-- WHAT YOU SHOULD DO --
Every line below that contains "خیام" is to be copied.

Stored entries
----------------------------------------
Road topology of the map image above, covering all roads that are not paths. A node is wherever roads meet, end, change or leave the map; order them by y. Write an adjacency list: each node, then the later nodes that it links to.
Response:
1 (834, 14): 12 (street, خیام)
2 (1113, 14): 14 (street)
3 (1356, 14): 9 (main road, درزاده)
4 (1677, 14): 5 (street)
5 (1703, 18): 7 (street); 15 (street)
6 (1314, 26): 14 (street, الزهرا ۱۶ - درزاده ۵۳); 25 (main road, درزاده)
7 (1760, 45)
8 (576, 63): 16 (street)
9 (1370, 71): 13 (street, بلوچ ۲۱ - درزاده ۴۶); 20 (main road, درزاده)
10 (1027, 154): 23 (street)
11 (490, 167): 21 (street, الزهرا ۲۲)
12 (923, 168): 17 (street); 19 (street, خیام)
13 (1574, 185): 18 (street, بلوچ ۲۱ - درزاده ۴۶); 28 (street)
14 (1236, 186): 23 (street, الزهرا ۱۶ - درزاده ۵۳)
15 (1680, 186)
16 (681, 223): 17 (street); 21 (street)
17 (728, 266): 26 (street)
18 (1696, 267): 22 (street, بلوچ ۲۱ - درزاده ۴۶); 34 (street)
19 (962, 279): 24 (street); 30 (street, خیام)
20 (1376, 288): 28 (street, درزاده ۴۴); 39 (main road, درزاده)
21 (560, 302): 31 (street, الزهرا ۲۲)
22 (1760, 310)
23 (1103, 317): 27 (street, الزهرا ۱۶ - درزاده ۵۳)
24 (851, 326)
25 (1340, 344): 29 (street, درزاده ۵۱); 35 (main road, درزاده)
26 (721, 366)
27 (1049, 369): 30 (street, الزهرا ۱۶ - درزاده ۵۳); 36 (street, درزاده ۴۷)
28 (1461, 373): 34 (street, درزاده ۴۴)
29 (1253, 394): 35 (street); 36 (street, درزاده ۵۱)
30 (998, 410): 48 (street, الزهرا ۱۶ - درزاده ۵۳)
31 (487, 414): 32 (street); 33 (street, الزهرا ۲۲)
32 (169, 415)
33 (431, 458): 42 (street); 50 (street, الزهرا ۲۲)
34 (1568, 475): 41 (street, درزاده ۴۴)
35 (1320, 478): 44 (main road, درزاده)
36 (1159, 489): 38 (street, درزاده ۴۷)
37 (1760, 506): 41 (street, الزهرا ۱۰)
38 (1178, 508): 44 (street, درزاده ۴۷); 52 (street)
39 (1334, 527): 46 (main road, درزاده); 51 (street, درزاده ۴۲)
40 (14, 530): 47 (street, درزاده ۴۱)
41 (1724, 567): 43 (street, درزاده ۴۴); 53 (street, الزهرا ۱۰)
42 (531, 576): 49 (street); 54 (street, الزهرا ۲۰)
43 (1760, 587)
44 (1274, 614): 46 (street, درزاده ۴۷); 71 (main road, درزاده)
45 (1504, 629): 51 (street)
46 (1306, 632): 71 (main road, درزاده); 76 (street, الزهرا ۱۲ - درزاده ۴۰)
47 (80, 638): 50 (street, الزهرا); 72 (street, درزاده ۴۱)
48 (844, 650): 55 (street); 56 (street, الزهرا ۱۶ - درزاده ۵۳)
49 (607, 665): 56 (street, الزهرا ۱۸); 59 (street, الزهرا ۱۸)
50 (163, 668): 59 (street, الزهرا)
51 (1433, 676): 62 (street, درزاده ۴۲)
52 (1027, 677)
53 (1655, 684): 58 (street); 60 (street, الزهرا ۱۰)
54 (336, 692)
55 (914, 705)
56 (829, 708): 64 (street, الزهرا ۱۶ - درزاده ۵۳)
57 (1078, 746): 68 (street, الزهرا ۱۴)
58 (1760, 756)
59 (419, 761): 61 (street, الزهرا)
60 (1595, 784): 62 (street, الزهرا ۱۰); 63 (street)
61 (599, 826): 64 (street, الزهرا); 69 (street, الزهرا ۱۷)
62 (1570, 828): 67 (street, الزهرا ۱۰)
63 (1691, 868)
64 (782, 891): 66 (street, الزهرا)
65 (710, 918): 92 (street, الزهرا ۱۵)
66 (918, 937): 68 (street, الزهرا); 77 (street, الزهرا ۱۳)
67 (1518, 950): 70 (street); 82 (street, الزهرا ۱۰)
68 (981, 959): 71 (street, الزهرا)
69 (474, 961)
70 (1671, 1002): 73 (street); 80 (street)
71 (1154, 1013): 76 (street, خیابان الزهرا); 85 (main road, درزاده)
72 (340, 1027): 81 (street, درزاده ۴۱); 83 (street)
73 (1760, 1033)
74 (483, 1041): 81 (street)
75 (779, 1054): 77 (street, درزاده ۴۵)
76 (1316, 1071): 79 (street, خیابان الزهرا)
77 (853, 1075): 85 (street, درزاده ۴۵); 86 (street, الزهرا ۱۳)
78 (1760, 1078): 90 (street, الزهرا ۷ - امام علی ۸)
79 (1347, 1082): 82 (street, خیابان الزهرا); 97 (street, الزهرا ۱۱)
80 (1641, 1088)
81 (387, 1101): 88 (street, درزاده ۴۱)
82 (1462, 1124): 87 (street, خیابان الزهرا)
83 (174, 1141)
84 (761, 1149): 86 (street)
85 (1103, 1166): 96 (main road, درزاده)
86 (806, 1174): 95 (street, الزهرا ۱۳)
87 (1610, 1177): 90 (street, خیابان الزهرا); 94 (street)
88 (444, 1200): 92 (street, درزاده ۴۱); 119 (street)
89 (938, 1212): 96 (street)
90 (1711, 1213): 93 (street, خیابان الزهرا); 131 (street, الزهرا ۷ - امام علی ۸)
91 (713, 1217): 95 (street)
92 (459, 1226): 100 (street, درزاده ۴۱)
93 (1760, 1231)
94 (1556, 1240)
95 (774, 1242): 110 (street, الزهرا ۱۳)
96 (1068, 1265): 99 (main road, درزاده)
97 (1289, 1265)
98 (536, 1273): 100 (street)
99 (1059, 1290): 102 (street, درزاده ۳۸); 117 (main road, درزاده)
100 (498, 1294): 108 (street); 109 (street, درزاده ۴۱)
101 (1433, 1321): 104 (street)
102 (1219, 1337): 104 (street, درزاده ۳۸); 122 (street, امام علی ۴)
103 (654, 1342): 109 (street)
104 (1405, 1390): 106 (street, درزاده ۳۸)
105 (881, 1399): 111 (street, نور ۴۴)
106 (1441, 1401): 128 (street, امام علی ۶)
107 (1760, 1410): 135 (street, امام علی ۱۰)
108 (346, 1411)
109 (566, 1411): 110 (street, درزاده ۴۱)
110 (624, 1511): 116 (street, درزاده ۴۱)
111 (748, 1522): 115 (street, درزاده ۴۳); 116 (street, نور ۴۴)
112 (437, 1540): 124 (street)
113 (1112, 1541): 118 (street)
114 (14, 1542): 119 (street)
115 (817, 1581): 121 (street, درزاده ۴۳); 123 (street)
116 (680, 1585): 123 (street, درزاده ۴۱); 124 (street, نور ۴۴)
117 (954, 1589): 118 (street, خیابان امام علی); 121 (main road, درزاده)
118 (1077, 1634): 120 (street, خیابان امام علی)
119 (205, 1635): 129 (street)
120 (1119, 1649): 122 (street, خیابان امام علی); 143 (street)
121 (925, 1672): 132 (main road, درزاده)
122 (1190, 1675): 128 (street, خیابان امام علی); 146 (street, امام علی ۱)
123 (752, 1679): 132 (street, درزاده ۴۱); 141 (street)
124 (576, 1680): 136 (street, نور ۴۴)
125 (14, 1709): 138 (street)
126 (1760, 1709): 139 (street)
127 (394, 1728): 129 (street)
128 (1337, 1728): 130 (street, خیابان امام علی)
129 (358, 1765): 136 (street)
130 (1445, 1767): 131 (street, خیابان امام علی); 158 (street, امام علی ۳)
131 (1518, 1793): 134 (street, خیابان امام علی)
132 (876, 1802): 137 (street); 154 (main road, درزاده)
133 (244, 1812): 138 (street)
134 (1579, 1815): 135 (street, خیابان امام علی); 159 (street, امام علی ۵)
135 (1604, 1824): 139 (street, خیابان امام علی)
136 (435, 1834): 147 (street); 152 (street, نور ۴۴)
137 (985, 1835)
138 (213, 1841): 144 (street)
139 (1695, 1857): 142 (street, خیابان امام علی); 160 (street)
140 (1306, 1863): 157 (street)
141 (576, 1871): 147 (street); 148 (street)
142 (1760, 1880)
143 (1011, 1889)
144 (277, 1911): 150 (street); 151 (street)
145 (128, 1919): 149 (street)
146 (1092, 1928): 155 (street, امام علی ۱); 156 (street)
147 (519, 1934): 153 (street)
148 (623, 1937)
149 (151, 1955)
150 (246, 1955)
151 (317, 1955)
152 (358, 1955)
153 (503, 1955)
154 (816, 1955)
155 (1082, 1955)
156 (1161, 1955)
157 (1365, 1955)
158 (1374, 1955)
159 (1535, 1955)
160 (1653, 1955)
----------------------------------------
-- YOUR RESPONSE --
1 (834, 14): 12 (street, خیام)
12 (923, 168): 17 (street); 19 (street, خیام)
19 (962, 279): 24 (street); 30 (street, خیام)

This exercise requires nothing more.